The problem is that Academics needs to get its messages out and is not incented to coordinate with Administration….I know I’m preaching to the choir, my apologies.

The solution is communications governance. But unless school leadership is firmly focused on establishing governance, and departments are willing to support the effort, governance can look like a new shiny toy but with no batteries to make it work.

xSIGNALcampus developed our Student Communications platform to support message orchestration in a highly federated environment AND give each department control over their messaging strategy.

Tall order, right?

Actually, one of our customers showed us how they are driving governance with simple configuration of our the xSIGNALcampus platform.

With the support of senior leadership, they’re working with each department to use our solution to simply categorize messages into Topics such as Holds; Financial Aid; Housing; etc.

On the student side of things, they’re requesting students opt-in to receiving communications and select in which communications channel they prefer to receive specific Topics.

Students get ownership of their comms. Some examples:

·      Non-critical: send me an email

·      Class registration holds: SMS and WhatsApp me

·      FERPA issues: email (legally required) and SMS for time sensitive content.
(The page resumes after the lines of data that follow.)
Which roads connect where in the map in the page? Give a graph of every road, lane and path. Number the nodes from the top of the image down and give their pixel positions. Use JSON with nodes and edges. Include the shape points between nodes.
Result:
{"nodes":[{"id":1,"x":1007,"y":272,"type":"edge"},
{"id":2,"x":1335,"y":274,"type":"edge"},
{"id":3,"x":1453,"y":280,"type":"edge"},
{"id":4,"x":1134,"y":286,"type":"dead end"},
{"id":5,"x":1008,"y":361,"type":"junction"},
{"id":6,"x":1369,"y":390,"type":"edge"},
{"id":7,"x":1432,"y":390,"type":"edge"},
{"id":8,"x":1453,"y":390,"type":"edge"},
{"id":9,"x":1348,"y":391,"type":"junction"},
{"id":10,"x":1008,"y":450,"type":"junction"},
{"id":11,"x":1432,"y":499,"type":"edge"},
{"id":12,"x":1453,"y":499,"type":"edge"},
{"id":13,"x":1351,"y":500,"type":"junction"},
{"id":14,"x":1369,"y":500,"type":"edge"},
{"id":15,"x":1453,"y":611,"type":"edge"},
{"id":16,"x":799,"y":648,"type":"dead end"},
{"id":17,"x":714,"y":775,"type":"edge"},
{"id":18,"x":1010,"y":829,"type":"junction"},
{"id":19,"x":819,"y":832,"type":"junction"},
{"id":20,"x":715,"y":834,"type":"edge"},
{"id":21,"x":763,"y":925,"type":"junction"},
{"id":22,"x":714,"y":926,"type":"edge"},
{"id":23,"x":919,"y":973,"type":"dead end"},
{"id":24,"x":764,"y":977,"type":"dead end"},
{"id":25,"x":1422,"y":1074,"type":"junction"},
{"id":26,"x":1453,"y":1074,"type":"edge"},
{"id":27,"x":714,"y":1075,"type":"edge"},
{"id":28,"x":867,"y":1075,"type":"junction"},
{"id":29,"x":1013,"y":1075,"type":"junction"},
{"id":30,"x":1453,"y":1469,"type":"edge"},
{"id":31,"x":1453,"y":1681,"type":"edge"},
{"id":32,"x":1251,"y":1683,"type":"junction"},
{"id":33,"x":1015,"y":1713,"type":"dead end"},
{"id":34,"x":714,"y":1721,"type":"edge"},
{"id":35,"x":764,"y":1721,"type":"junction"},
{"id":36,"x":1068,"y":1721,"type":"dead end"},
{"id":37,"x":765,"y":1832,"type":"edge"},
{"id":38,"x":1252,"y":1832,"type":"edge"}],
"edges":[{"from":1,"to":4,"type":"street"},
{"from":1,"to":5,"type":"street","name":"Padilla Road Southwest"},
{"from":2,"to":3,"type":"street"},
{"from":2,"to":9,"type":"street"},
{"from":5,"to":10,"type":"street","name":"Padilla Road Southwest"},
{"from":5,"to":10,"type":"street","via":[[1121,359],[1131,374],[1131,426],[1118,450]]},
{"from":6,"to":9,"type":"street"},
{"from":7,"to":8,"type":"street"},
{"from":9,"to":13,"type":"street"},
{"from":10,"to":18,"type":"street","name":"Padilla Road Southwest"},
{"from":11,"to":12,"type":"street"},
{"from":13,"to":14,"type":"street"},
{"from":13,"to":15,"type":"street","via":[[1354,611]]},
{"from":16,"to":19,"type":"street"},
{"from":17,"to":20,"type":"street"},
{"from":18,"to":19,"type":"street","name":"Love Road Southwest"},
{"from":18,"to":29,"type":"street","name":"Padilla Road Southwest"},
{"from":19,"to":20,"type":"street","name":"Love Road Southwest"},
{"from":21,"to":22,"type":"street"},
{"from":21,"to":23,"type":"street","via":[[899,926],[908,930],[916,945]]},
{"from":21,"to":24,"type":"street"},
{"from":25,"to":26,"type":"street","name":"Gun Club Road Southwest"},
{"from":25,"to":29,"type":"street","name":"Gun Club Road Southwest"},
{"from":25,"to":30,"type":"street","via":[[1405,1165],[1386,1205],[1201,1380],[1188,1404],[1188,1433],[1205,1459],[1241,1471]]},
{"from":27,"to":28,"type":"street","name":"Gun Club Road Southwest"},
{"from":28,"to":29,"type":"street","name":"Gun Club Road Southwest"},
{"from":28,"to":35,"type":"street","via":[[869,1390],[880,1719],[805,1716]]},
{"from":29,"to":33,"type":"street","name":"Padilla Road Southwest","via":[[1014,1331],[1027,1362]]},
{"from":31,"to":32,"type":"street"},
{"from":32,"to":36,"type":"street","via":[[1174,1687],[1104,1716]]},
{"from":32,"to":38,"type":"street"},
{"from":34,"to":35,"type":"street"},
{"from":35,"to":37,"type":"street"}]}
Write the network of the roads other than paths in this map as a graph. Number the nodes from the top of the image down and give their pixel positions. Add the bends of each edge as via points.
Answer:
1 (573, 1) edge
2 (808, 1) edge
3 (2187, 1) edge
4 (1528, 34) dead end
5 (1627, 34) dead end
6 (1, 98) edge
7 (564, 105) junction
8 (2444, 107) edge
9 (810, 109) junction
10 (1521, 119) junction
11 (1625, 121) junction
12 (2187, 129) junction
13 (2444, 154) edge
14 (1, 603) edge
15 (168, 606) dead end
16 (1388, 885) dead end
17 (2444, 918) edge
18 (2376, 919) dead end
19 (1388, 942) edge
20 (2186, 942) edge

The university has designated an Always-On channel – in our customer’s case it’s their student mobile app.

The trick is working with each department and getting each department to buy into the strategy and work collaboratively with each other department. And why wouldn’t they? In the current world where a significant percentage of their messages are not read or acted upon, why not de-federate and ensure students get the support they need to succeed.

Could this be termed true data governance? Probably not, but it is functional governance and supports senior leaderships by assisting in governance instantiation.

As a next step, a school can overlay AI to introspect message logistics and content to derive data on channel efficacy, optimize send timing and content. Eliminate the overwhelming barrage of tone deaf conflicting messages.

With simultaneous AI introspection of outbound queued content and SIS/LMS/CRM student data, make messages relevant to the student – don’t send a “You’ve got a Hold on Class Registration” message to a student who carries a past due tuition bill; send a message offering to help the student figure out how to pay their tuition bill.

Very little is easy in this world. But achieving communications governance isn’t hard.